(Stored items from a collection)

====

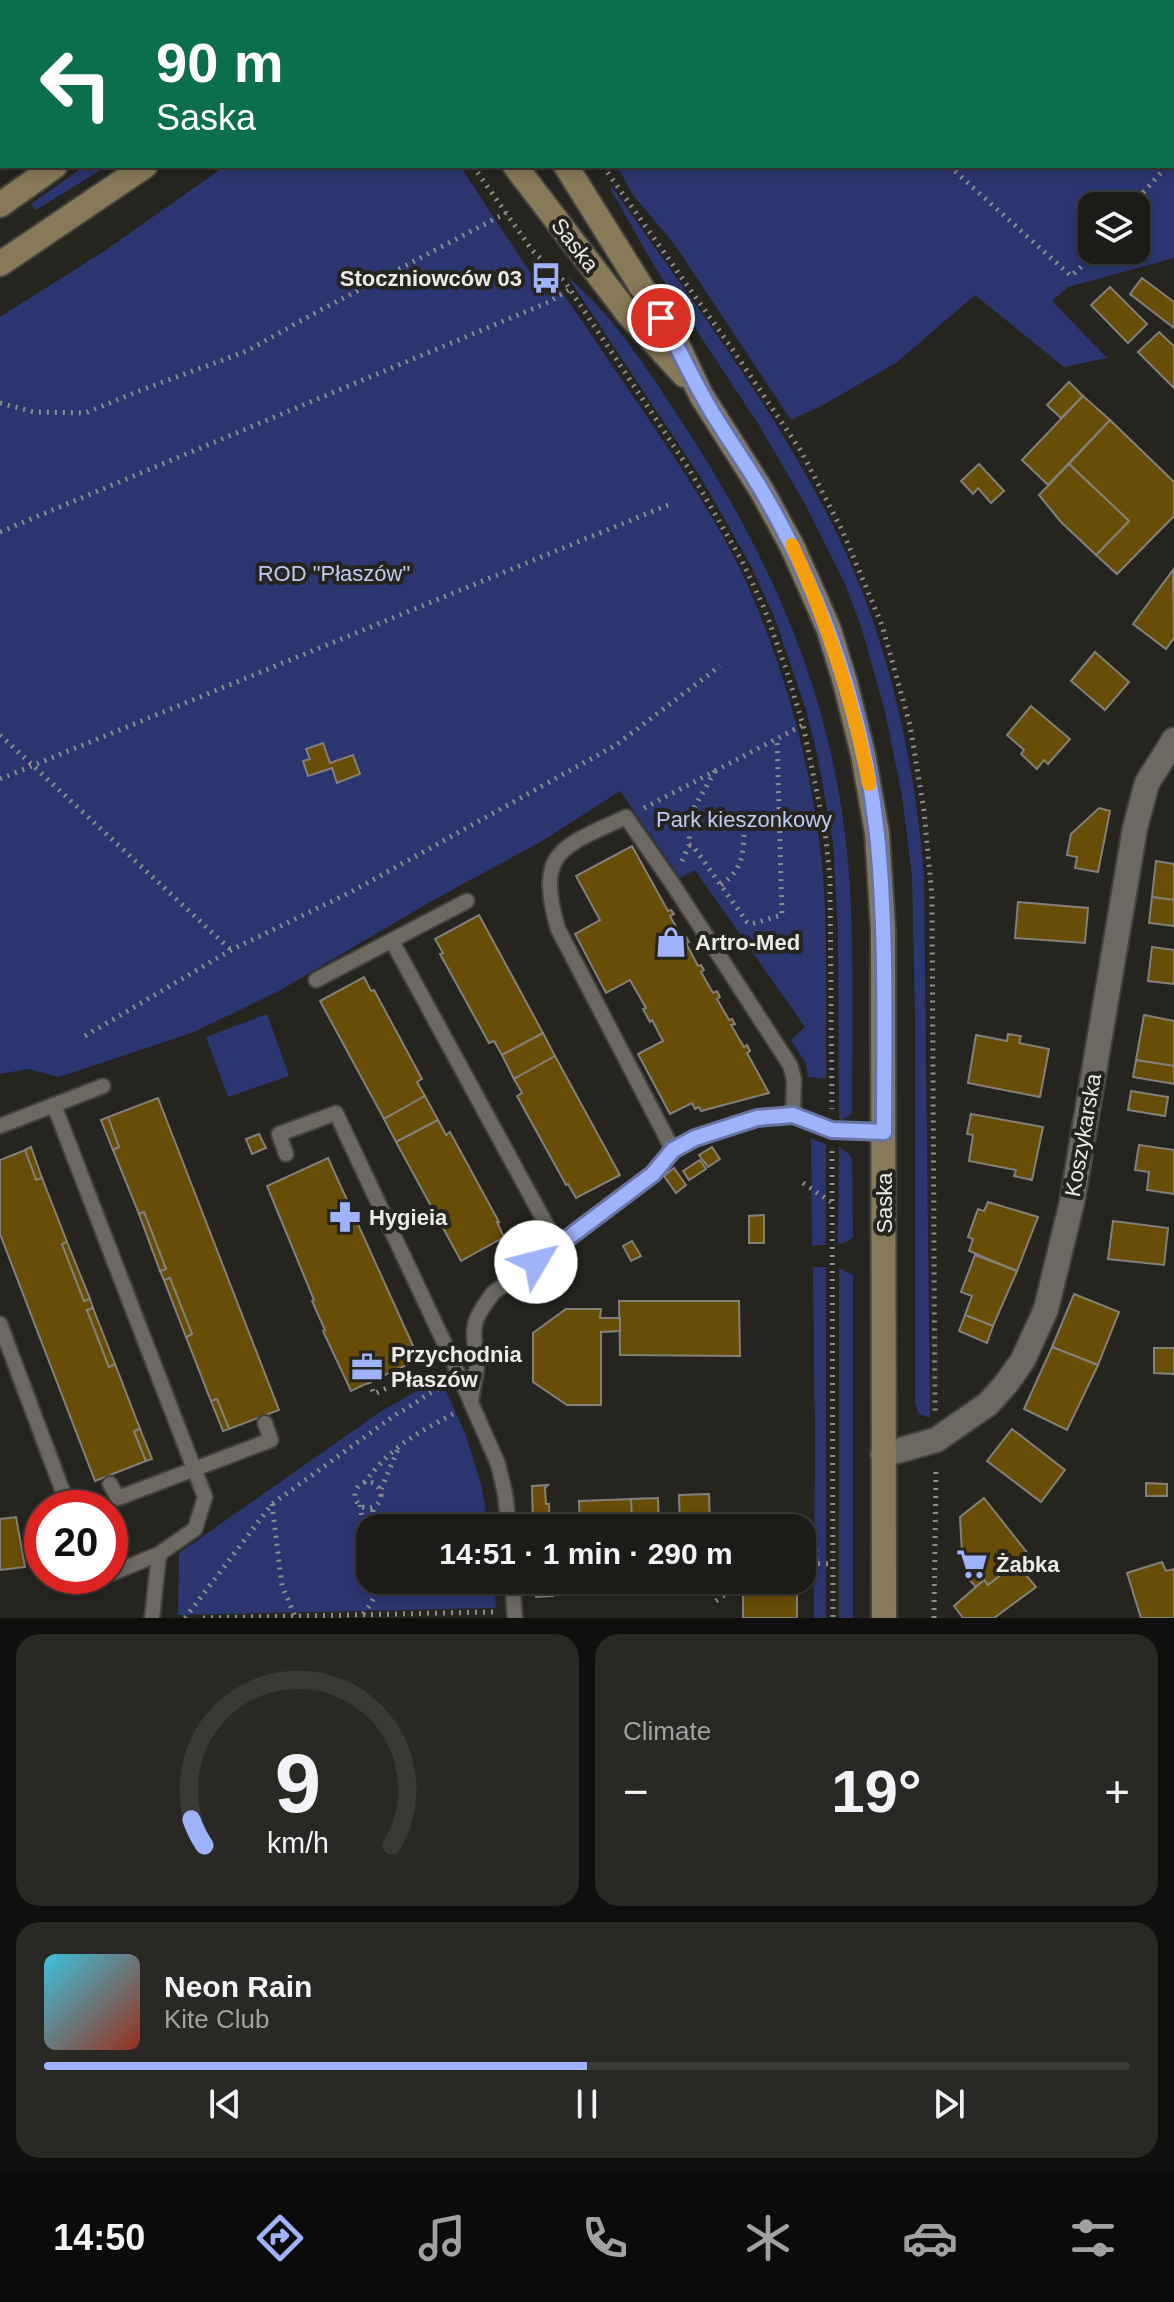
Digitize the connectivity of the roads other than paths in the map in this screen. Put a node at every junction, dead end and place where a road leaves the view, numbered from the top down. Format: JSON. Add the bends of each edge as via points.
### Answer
{"nodes":[{"id":1,"x":52,"y":168,"type":"edge"},
{"id":2,"x":142,"y":168,"type":"edge"},
{"id":3,"x":517,"y":168,"type":"edge"},
{"id":4,"x":567,"y":168,"type":"edge"},
{"id":5,"x":0,"y":205,"type":"edge"},
{"id":6,"x":0,"y":264,"type":"edge"},
{"id":7,"x":701,"y":395,"type":"junction"},
{"id":8,"x":1174,"y":740,"type":"edge"},
{"id":9,"x":467,"y":901,"type":"dead end"},
{"id":10,"x":392,"y":941,"type":"junction"},
{"id":11,"x":316,"y":980,"type":"dead end"},
{"id":12,"x":103,"y":1086,"type":"dead end"},
{"id":13,"x":54,"y":1105,"type":"junction"},
{"id":14,"x":793,"y":1115,"type":"junction"},
{"id":15,"x":0,"y":1126,"type":"edge"},
{"id":16,"x":884,"y":1132,"type":"junction"},
{"id":17,"x":673,"y":1150,"type":"junction"},
{"id":18,"x":286,"y":1154,"type":"dead end"},
{"id":19,"x":558,"y":1246,"type":"junction"},
{"id":20,"x":0,"y":1324,"type":"edge"},
{"id":21,"x":471,"y":1403,"type":"junction"},
{"id":22,"x":265,"y":1423,"type":"dead end"},
{"id":23,"x":883,"y":1455,"type":"junction"},
{"id":24,"x":194,"y":1469,"type":"junction"},
{"id":25,"x":110,"y":1484,"type":"dead end"},
{"id":26,"x":62,"y":1490,"type":"edge"},
{"id":27,"x":507,"y":1514,"type":"edge"},
{"id":28,"x":159,"y":1554,"type":"junction"},
{"id":29,"x":128,"y":1567,"type":"edge"},
{"id":30,"x":513,"y":1594,"type":"edge"},
{"id":31,"x":514,"y":1615,"type":"edge"},
{"id":32,"x":152,"y":1618,"type":"edge"},
{"id":33,"x":884,"y":1618,"type":"edge"}],
"edges":[{"from":1,"to":5,"type":"street"},
{"from":2,"to":6,"type":"street"},
{"from":3,"to":7,"type":"street","name":"Saska","via":[[629,315]]},
{"from":4,"to":7,"type":"street","name":"Saska","via":[[677,344]]},
{"from":7,"to":16,"type":"street","name":"Saska","via":[[792,546],[829,630],[855,718],[880,878]]},
{"from":8,"to":23,"type":"street","name":"Koszykarska","via":[[1147,783],[1135,828],[1072,1202],[1046,1309],[1023,1360],[988,1404],[936,1440]]},
{"from":9,"to":10,"type":"lane"},
{"from":10,"to":11,"type":"lane"},
{"from":10,"to":19,"type":"lane"},
{"from":12,"to":13,"type":"lane"},
{"from":13,"to":15,"type":"lane"},
{"from":13,"to":24,"type":"lane"},
{"from":14,"to":16,"type":"lane","via":[[832,1130]]},
{"from":14,"to":17,"type":"lane","via":[[757,1118]]},
{"from":14,"to":17,"type":"lane","via":[[790,1065],[626,817],[571,843],[550,869],[551,906],[558,929]]},
{"from":16,"to":23,"type":"street","name":"Saska"},
{"from":17,"to":19,"type":"lane","via":[[653,1174]]},
{"from":18,"to":21,"type":"lane","via":[[279,1134],[336,1113]]},
{"from":19,"to":21,"type":"lane","via":[[493,1293],[478,1315]]},
{"from":20,"to":26,"type":"lane"},
{"from":21,"to":27,"type":"lane","via":[[498,1464]]},
{"from":22,"to":24,"type":"lane","via":[[271,1440]]},
{"from":23,"to":33,"type":"street","name":"Saska"},
{"from":24,"to":25,"type":"lane","via":[[118,1498]]},
{"from":24,"to":28,"type":"lane","via":[[205,1497],[195,1529]]},
{"from":28,"to":29,"type":"lane"},
{"from":28,"to":32,"type":"lane"},
{"from":30,"to":31,"type":"lane"}]}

====

# [To do]
Produce an exact copy of each line of data, skipping embedded images.

# [Finished exercise]
Digitize the connectivity of the roads other than paths in the map in this screen. Put a node at every junction, dead end and place where a road leaves the view, numbered from the top down. Format: JSON. Add the bends of each edge as via points.
### Answer
{"nodes":[{"id":1,"x":52,"y":168,"type":"edge"},
{"id":2,"x":142,"y":168,"type":"edge"},
{"id":3,"x":517,"y":168,"type":"edge"},
{"id":4,"x":567,"y":168,"type":"edge"},
{"id":5,"x":0,"y":205,"type":"edge"},
{"id":6,"x":0,"y":264,"type":"edge"},
{"id":7,"x":701,"y":395,"type":"junction"},
{"id":8,"x":1174,"y":740,"type":"edge"},
{"id":9,"x":467,"y":901,"type":"dead end"},
{"id":10,"x":392,"y":941,"type":"junction"},
{"id":11,"x":316,"y":980,"type":"dead end"},
{"id":12,"x":103,"y":1086,"type":"dead end"},
{"id":13,"x":54,"y":1105,"type":"junction"},
{"id":14,"x":793,"y":1115,"type":"junction"},
{"id":15,"x":0,"y":1126,"type":"edge"},
{"id":16,"x":884,"y":1132,"type":"junction"},
{"id":17,"x":673,"y":1150,"type":"junction"},
{"id":18,"x":286,"y":1154,"type":"dead end"},
{"id":19,"x":558,"y":1246,"type":"junction"},
{"id":20,"x":0,"y":1324,"type":"edge"},
{"id":21,"x":471,"y":1403,"type":"junction"},
{"id":22,"x":265,"y":1423,"type":"dead end"},
{"id":23,"x":883,"y":1455,"type":"junction"},
{"id":24,"x":194,"y":1469,"type":"junction"},
{"id":25,"x":110,"y":1484,"type":"dead end"},
{"id":26,"x":62,"y":1490,"type":"edge"},
{"id":27,"x":507,"y":1514,"type":"edge"},
{"id":28,"x":159,"y":1554,"type":"junction"},
{"id":29,"x":128,"y":1567,"type":"edge"},
{"id":30,"x":513,"y":1594,"type":"edge"},
{"id":31,"x":514,"y":1615,"type":"edge"},
{"id":32,"x":152,"y":1618,"type":"edge"},
{"id":33,"x":884,"y":1618,"type":"edge"}],
"edges":[{"from":1,"to":5,"type":"street"},
{"from":2,"to":6,"type":"street"},
{"from":3,"to":7,"type":"street","name":"Saska","via":[[629,315]]},
{"from":4,"to":7,"type":"street","name":"Saska","via":[[677,344]]},
{"from":7,"to":16,"type":"street","name":"Saska","via":[[792,546],[829,630],[855,718],[880,878]]},
{"from":8,"to":23,"type":"street","name":"Koszykarska","via":[[1147,783],[1135,828],[1072,1202],[1046,1309],[1023,1360],[988,1404],[936,1440]]},
{"from":9,"to":10,"type":"lane"},
{"from":10,"to":11,"type":"lane"},
{"from":10,"to":19,"type":"lane"},
{"from":12,"to":13,"type":"lane"},
{"from":13,"to":15,"type":"lane"},
{"from":13,"to":24,"type":"lane"},
{"from":14,"to":16,"type":"lane","via":[[832,1130]]},
{"from":14,"to":17,"type":"lane","via":[[757,1118]]},
{"from":14,"to":17,"type":"lane","via":[[790,1065],[626,817],[571,843],[550,869],[551,906],[558,929]]},
{"from":16,"to":23,"type":"street","name":"Saska"},
{"from":17,"to":19,"type":"lane","via":[[653,1174]]},
{"from":18,"to":21,"type":"lane","via":[[279,1134],[336,1113]]},
{"from":19,"to":21,"type":"lane","via":[[493,1293],[478,1315]]},
{"from":20,"to":26,"type":"lane"},
{"from":21,"to":27,"type":"lane","via":[[498,1464]]},
{"from":22,"to":24,"type":"lane","via":[[271,1440]]},
{"from":23,"to":33,"type":"street","name":"Saska"},
{"from":24,"to":25,"type":"lane","via":[[118,1498]]},
{"from":24,"to":28,"type":"lane","via":[[205,1497],[195,1529]]},
{"from":28,"to":29,"type":"lane"},
{"from":28,"to":32,"type":"lane"},
{"from":30,"to":31,"type":"lane"}]}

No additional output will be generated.